An examination of the record fully satisfies us that the verdict is supported by the evidence. The jury could find that defendant drew a pistol from his jacket pocket and shot the victim and that the act was not committed in self-defense. We must assume that the jury believed the state's witnesses and disbelieved anything which contradicted their testimony. State v. Ellingson, 283 Minn. 208, 167 N.W.2d 55; State v. Daml, 282 Minn. 521, 162 N.W.2d 240; State v. Keezer, 274 Minn. 292, 143 N.W.2d 627; State v. Dienger, 286 Minn. 436, 176 N.W.2d 528.
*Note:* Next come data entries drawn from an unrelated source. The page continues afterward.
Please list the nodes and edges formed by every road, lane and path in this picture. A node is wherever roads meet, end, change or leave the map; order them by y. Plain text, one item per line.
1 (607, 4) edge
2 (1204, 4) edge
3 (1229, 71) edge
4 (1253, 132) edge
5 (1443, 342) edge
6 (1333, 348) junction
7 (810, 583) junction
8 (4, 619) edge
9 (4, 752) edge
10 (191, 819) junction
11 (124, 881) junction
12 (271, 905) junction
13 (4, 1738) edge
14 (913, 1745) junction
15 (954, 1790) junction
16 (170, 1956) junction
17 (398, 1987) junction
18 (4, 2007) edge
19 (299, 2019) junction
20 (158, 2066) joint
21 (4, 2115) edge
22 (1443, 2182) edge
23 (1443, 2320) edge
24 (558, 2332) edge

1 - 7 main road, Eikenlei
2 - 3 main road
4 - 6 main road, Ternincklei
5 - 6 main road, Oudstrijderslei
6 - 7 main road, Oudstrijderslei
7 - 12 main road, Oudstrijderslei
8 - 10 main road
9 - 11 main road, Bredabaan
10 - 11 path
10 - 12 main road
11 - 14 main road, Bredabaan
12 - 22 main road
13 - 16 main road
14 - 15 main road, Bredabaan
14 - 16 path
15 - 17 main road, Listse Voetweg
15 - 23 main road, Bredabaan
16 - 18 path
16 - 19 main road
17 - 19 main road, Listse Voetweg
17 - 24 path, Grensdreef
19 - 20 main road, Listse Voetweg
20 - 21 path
It is unnecessary to discuss the law as it applies to defendant's claim that the trial court erred in permitting the introduction of prior convictions for the purpose of affecting the weight of his testimony. The authorities on this issue have been fully reviewed and discussed in prior decisions of this court. State v. West, 285 Minn. 188, 173 N.W.2d 468. Those authorities do not support defendant's claim of error.
A review of the record further satisfies us that the trial court did not abuse its discretion in denying defendant's motion for a new trial on the basis that Mrs. Hagenah wished to amend or correct her testimony. State v. Klotter, 274 Minn. 58, 142 N.W.2d 568; State v. Ward, 225 Minn. 208, 30 N.W.2d 349; State v. Brehmer, 281 Minn. 156, 160 N.W.2d 669.
Defendant contends that the atmosphere in which the case was tried was charged with emotion and prejudice, as the result of which he was denied a fair trial. As a result of the bullet wound, the victim was a paraplegic and unable to sit up by himself, and when he appeared in court to testify, he was brought in on a stretcher. Defendant also points out that the trial was held about the time of Senator Kennedy's assassination and contends that, because of all the publicity relating to that crime, a fair trial could not have been had and his case should have been continued. These assignments of error are based on mere assertions and not supported by any argument or authority. Such assignments of error will not be considered on appeal unless prejudicial error appears obvious on inspection of the record. We find none. Kaehler v. Kaehler, 219 Minn. 536, 18 N.W.2d 312; Lowe v. Patterson, 265 Minn. 42, 120 N.W.2d 313.
Defendant also claims that he should have a new trial because of inadequate counsel. He asserts that his counsel made a mistake in not securing a trial by court instead of by jury. This assignment is also without substance. Defendant chose his own attorney and acquiesced in his choice of a jury trial.